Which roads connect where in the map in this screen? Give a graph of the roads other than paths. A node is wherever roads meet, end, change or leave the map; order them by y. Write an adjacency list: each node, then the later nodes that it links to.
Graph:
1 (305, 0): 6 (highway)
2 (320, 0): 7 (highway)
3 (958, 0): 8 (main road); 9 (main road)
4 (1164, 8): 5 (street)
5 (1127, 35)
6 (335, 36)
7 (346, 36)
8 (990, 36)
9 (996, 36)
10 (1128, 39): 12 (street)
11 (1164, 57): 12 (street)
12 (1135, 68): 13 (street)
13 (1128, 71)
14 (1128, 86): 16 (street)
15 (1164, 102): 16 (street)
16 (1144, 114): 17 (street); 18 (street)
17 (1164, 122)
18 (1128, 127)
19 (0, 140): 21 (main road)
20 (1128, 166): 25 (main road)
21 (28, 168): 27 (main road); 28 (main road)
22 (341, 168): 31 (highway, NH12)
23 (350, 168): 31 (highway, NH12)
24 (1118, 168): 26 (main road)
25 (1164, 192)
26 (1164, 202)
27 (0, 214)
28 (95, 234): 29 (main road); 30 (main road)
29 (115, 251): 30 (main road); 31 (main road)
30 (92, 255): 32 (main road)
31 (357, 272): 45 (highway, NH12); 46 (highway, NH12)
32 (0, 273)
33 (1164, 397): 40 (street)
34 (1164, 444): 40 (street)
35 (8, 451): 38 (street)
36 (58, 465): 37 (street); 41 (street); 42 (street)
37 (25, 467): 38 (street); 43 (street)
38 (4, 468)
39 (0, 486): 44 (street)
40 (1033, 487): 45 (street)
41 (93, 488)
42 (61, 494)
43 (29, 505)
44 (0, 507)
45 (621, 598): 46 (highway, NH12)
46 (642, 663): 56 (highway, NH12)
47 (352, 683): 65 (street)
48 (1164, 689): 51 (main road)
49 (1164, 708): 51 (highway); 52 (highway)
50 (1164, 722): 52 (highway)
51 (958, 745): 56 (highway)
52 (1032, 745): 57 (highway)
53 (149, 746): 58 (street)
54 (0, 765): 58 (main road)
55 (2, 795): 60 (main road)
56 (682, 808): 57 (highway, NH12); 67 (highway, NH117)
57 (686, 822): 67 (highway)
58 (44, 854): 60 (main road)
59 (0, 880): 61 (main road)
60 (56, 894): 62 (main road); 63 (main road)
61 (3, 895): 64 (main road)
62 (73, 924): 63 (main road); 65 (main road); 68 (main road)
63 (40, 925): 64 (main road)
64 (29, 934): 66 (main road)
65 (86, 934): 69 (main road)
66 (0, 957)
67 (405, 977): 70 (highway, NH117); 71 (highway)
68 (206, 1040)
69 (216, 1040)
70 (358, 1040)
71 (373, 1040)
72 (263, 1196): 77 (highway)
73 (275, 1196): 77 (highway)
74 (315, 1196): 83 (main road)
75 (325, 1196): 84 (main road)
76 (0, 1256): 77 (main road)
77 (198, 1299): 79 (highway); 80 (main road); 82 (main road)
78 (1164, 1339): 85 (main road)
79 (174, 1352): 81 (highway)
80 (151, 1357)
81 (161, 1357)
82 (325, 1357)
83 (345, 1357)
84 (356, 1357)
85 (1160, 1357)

> WORK ITEM
Copy the lines above exactly, leaving every word as it is.

> EXERCISE RESPONSE
Which roads connect where in the map in this screen? Give a graph of the roads other than paths. A node is wherever roads meet, end, change or leave the map; order them by y. Write an adjacency list: each node, then the later nodes that it links to.
Graph:
1 (305, 0): 6 (highway)
2 (320, 0): 7 (highway)
3 (958, 0): 8 (main road); 9 (main road)
4 (1164, 8): 5 (street)
5 (1127, 35)
6 (335, 36)
7 (346, 36)
8 (990, 36)
9 (996, 36)
10 (1128, 39): 12 (street)
11 (1164, 57): 12 (street)
12 (1135, 68): 13 (street)
13 (1128, 71)
14 (1128, 86): 16 (street)
15 (1164, 102): 16 (street)
16 (1144, 114): 17 (street); 18 (street)
17 (1164, 122)
18 (1128, 127)
19 (0, 140): 21 (main road)
20 (1128, 166): 25 (main road)
21 (28, 168): 27 (main road); 28 (main road)
22 (341, 168): 31 (highway, NH12)
23 (350, 168): 31 (highway, NH12)
24 (1118, 168): 26 (main road)
25 (1164, 192)
26 (1164, 202)
27 (0, 214)
28 (95, 234): 29 (main road); 30 (main road)
29 (115, 251): 30 (main road); 31 (main road)
30 (92, 255): 32 (main road)
31 (357, 272): 45 (highway, NH12); 46 (highway, NH12)
32 (0, 273)
33 (1164, 397): 40 (street)
34 (1164, 444): 40 (street)
35 (8, 451): 38 (street)
36 (58, 465): 37 (street); 41 (street); 42 (street)
37 (25, 467): 38 (street); 43 (street)
38 (4, 468)
39 (0, 486): 44 (street)
40 (1033, 487): 45 (street)
41 (93, 488)
42 (61, 494)
43 (29, 505)
44 (0, 507)
45 (621, 598): 46 (highway, NH12)
46 (642, 663): 56 (highway, NH12)
47 (352, 683): 65 (street)
48 (1164, 689): 51 (main road)
49 (1164, 708): 51 (highway); 52 (highway)
50 (1164, 722): 52 (highway)
51 (958, 745): 56 (highway)
52 (1032, 745): 57 (highway)
53 (149, 746): 58 (street)
54 (0, 765): 58 (main road)
55 (2, 795): 60 (main road)
56 (682, 808): 57 (highway, NH12); 67 (highway, NH117)
57 (686, 822): 67 (highway)
58 (44, 854): 60 (main road)
59 (0, 880): 61 (main road)
60 (56, 894): 62 (main road); 63 (main road)
61 (3, 895): 64 (main road)
62 (73, 924): 63 (main road); 65 (main road); 68 (main road)
63 (40, 925): 64 (main road)
64 (29, 934): 66 (main road)
65 (86, 934): 69 (main road)
66 (0, 957)
67 (405, 977): 70 (highway, NH117); 71 (highway)
68 (206, 1040)
69 (216, 1040)
70 (358, 1040)
71 (373, 1040)
72 (263, 1196): 77 (highway)
73 (275, 1196): 77 (highway)
74 (315, 1196): 83 (main road)
75 (325, 1196): 84 (main road)
76 (0, 1256): 77 (main road)
77 (198, 1299): 79 (highway); 80 (main road); 82 (main road)
78 (1164, 1339): 85 (main road)
79 (174, 1352): 81 (highway)
80 (151, 1357)
81 (161, 1357)
82 (325, 1357)
83 (345, 1357)
84 (356, 1357)
85 (1160, 1357)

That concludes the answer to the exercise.